### Work instruction
Some lines below hold "Brown". Pick them out and copy them.
________
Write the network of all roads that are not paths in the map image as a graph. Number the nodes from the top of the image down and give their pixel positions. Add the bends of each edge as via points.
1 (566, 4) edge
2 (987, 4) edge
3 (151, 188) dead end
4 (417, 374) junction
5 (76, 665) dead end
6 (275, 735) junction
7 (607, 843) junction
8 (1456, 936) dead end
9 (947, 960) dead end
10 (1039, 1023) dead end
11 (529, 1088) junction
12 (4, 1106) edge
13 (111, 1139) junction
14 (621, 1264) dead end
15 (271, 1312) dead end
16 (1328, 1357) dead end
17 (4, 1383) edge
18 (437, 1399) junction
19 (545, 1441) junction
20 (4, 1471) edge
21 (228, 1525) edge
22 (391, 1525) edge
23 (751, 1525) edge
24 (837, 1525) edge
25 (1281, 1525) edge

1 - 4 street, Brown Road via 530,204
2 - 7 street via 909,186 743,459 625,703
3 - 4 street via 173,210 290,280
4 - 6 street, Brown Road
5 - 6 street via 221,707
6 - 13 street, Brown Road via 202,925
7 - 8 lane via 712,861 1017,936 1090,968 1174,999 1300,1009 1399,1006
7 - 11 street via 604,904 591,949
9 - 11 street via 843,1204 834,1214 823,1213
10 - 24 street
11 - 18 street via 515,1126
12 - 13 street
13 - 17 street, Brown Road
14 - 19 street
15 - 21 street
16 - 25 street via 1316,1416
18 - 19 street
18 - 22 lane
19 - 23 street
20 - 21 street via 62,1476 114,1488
________
### Response box
1 - 4 street, Brown Road via 530,204
4 - 6 street, Brown Road
6 - 13 street, Brown Road via 202,925
13 - 17 street, Brown Road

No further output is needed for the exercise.